Alle ausgezeichneten Vereine erhielten ein Preisgeld von 3000 Euro. Der TSV Bonames gehört bereits zum zweiten Mal nach 2015 dazu. Er ist von Beginn an im Jahr 1992 in die Organisation des Integrativen Spiel- und Sportfests der Stadt eingebunden und mit dem RSC Frankfurt für die Ausrichtung verantwortlich. Seit diesem Frühjahr gibt es im Verein eine Inklusionsbeauftragte. „Wir wollen damit dokumentieren, wie wichtig uns Inklusion in allen Bereichen ist“, so Dieter Kuch vom TSV-Vorstand. Das Preisgeld wird für die Ausstattung mit Material verwendet, für Pezzibälle, Schalen für Trommeln, Zeitlupenbälle, Varussell und Sensorikmaterial.

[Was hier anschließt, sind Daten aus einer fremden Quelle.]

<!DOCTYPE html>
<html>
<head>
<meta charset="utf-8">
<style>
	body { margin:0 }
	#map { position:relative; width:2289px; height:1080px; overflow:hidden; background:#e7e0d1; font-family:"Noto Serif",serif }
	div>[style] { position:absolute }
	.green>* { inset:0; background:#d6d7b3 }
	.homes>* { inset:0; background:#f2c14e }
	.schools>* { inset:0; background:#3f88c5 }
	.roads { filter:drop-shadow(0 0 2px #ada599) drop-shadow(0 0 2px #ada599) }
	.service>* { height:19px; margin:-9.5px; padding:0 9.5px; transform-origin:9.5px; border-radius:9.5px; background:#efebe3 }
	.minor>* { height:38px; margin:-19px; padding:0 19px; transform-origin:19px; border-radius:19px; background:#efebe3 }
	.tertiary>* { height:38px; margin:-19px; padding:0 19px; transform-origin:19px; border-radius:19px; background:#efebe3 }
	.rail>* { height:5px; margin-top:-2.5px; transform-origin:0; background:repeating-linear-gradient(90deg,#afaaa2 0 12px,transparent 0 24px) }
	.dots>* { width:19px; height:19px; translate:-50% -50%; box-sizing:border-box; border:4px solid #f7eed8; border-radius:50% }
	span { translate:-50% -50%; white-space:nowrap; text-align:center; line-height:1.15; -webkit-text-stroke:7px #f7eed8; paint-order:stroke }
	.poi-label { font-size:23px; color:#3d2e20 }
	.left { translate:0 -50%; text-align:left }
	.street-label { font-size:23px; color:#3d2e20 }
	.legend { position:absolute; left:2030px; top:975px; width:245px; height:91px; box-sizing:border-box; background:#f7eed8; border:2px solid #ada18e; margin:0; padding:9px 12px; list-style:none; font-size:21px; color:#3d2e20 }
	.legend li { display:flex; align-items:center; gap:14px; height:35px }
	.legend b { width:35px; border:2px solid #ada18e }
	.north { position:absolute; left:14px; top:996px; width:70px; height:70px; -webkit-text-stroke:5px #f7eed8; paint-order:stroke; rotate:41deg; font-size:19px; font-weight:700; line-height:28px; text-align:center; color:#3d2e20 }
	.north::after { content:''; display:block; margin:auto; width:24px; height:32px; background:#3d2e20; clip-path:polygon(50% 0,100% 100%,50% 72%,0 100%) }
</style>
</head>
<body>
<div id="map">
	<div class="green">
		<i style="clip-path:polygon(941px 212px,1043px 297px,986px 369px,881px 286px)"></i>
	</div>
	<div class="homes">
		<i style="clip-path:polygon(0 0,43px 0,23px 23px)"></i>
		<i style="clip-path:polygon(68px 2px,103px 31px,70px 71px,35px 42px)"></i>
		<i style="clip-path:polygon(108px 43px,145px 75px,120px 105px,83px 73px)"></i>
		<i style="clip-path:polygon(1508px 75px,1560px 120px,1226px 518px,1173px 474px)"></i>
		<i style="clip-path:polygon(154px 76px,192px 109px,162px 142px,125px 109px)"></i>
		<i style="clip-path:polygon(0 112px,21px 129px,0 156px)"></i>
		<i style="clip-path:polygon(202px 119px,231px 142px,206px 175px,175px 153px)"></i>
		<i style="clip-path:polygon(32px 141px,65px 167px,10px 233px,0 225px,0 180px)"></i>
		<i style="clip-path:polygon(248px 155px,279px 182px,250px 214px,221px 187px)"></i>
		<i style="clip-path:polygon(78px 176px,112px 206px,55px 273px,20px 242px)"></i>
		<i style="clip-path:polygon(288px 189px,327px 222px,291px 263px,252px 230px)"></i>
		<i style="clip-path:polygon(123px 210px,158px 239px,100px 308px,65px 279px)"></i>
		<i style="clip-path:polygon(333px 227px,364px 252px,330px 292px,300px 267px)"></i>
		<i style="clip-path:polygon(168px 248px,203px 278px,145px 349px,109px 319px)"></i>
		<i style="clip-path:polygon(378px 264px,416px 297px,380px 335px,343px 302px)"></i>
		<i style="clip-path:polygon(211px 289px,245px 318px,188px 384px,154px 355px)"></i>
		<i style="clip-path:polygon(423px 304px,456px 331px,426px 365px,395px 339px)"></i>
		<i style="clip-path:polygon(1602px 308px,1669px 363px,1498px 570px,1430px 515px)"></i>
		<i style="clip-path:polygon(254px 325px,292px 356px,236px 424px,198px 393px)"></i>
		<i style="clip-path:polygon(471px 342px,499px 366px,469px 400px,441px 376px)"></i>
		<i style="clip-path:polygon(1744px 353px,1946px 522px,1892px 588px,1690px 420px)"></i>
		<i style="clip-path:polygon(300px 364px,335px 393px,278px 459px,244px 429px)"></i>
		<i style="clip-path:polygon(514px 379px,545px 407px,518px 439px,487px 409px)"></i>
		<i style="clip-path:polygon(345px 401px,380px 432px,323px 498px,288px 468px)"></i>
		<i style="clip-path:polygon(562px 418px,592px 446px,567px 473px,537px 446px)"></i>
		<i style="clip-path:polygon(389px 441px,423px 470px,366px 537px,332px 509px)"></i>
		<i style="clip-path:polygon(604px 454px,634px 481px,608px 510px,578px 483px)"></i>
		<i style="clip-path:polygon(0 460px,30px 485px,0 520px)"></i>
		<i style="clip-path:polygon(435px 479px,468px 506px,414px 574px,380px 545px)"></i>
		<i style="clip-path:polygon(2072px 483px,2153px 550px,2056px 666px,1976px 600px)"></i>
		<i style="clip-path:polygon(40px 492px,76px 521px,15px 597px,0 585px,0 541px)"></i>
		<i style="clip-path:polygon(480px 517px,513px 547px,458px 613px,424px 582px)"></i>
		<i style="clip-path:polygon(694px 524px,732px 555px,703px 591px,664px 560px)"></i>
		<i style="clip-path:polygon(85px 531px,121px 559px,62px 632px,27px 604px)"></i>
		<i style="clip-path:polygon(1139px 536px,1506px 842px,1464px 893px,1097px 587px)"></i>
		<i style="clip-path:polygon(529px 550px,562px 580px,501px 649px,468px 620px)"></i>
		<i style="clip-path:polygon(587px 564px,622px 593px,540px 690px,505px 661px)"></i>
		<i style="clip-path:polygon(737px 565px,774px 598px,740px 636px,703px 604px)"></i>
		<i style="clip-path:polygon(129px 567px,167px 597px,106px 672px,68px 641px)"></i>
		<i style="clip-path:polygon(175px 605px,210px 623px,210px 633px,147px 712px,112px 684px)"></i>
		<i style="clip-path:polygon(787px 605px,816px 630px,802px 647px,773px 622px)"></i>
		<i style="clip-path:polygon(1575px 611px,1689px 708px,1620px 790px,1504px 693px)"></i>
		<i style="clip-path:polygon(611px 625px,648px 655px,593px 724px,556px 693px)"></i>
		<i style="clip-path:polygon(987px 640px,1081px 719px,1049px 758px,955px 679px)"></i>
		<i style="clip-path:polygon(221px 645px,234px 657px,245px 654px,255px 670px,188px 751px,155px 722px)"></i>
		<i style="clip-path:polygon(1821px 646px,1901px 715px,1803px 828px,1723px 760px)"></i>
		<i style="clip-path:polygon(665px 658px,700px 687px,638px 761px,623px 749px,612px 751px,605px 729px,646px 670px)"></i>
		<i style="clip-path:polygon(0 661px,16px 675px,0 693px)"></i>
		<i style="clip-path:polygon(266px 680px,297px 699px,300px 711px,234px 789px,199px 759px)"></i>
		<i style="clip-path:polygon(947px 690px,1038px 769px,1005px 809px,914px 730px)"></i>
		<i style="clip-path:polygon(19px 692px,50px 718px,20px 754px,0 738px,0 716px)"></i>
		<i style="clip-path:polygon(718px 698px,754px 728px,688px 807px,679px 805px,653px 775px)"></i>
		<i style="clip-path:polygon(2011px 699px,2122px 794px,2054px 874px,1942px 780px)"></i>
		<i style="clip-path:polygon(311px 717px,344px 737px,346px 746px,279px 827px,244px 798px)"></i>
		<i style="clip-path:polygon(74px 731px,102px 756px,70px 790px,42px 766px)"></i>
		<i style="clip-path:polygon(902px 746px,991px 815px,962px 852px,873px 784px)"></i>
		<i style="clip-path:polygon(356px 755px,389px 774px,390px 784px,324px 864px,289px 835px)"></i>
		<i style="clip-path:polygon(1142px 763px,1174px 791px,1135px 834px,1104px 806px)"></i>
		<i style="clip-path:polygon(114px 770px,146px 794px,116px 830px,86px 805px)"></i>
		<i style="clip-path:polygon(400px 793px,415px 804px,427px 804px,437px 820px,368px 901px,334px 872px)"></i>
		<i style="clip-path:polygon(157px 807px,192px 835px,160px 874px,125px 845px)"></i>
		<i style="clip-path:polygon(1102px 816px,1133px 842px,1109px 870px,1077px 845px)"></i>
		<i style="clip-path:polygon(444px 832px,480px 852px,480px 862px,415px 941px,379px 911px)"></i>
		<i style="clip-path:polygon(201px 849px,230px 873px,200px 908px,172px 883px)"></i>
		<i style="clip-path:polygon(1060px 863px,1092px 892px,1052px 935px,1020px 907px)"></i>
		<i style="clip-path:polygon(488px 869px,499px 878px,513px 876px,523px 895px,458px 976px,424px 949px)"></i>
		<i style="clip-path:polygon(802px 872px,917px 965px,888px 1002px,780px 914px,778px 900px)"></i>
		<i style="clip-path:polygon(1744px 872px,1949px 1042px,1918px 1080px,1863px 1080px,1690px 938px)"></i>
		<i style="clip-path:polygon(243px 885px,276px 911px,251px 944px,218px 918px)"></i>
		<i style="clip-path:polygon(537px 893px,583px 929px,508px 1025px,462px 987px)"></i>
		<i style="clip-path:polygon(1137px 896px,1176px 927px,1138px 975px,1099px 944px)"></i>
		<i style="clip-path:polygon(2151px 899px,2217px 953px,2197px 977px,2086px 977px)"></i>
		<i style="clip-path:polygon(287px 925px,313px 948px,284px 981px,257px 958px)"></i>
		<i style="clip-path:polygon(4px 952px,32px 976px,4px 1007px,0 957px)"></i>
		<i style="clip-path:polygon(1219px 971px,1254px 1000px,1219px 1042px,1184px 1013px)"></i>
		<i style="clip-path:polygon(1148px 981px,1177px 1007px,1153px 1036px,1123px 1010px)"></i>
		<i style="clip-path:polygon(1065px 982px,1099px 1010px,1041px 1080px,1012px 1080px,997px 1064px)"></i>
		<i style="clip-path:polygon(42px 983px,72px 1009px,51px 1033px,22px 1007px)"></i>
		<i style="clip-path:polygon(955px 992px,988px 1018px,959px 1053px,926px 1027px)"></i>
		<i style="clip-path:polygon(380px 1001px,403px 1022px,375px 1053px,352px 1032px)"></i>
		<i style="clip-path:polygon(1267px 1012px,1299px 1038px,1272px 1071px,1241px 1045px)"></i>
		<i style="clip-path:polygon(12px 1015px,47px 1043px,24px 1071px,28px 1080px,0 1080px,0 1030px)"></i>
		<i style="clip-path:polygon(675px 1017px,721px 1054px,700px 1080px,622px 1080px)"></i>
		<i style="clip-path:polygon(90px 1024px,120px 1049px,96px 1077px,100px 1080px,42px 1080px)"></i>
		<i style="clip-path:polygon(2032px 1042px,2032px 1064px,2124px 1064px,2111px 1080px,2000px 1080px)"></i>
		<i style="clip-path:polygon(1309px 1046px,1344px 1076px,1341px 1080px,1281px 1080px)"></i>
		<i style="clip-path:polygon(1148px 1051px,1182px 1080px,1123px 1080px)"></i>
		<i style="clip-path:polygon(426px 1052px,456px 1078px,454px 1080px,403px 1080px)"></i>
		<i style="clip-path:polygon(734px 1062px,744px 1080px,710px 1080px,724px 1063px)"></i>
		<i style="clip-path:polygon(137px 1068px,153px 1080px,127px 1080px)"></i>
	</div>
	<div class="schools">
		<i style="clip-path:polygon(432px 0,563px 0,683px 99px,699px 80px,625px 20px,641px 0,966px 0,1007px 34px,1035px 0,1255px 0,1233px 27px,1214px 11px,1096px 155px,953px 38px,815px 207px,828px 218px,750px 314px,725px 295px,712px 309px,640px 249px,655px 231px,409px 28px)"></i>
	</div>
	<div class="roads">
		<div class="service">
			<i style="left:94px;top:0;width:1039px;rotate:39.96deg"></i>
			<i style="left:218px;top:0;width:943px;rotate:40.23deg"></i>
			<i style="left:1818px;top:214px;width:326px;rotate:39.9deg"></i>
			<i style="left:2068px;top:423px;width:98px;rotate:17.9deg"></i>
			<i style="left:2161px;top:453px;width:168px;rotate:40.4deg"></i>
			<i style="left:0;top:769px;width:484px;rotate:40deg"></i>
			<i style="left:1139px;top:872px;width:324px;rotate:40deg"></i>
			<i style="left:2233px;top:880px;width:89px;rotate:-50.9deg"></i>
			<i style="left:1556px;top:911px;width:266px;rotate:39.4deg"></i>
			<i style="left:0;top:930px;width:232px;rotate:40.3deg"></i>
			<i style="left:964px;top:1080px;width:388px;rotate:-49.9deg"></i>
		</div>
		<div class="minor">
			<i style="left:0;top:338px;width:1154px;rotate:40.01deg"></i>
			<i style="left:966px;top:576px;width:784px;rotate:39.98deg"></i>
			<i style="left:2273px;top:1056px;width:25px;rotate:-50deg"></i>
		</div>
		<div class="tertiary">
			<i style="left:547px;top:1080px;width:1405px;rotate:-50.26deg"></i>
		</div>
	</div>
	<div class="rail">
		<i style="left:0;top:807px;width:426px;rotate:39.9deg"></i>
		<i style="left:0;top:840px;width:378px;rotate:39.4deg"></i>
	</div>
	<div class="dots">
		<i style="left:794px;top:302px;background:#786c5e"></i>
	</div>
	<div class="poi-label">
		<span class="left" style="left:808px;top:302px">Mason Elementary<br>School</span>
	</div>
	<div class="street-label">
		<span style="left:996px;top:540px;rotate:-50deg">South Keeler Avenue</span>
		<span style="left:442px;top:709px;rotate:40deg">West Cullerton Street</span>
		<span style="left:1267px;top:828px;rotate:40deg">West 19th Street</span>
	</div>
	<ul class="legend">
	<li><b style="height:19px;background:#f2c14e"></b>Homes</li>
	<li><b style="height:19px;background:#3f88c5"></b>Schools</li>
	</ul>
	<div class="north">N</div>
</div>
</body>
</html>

Der SV Sachsenhausen mit seinem Projekt „Inklusion auf dem Fußballplatz“, der Kanu-Club Fulda und die SG Bornheim mit ihrer Gruppe „Mach mit – wir spielen“ komplettieren das Quintett der Preisträger 2021. Dass in allen Vereinen das Preisgeld in gute Hände kommt, dafür verbürgen sich Menschen wie Harald Seehausen, der für das offene Fußballprojekt in Bornheim steht, Johannes Halbig von den Kanuten aus Fulda, der fünf Athleten aus der Handicap-Gruppe zur erfolgreichen Teilnahme an der Fahrtenleiterausbildung des Hessischen Kanuverbandes geführt hat, sowie Jürgen Medenbach vom SV Sachsenhausen, der unter anderem jedes Jahr in drei Schulferien inklusive Fußballcamps für Kinder und Jugendliche mit und ohne Handicap veranstaltet. Das Preisgeld hilft bei der Bezahlung von Fortbildungen der Juniortrainer, die sich in Bornheim um Kinder mit unterschiedlicher Behinderung und um Flüchtlingskinder kümmern, in Fulda sollen Renn-Kanus für die Handicap-Kanuten für Regatten angeschafft werden.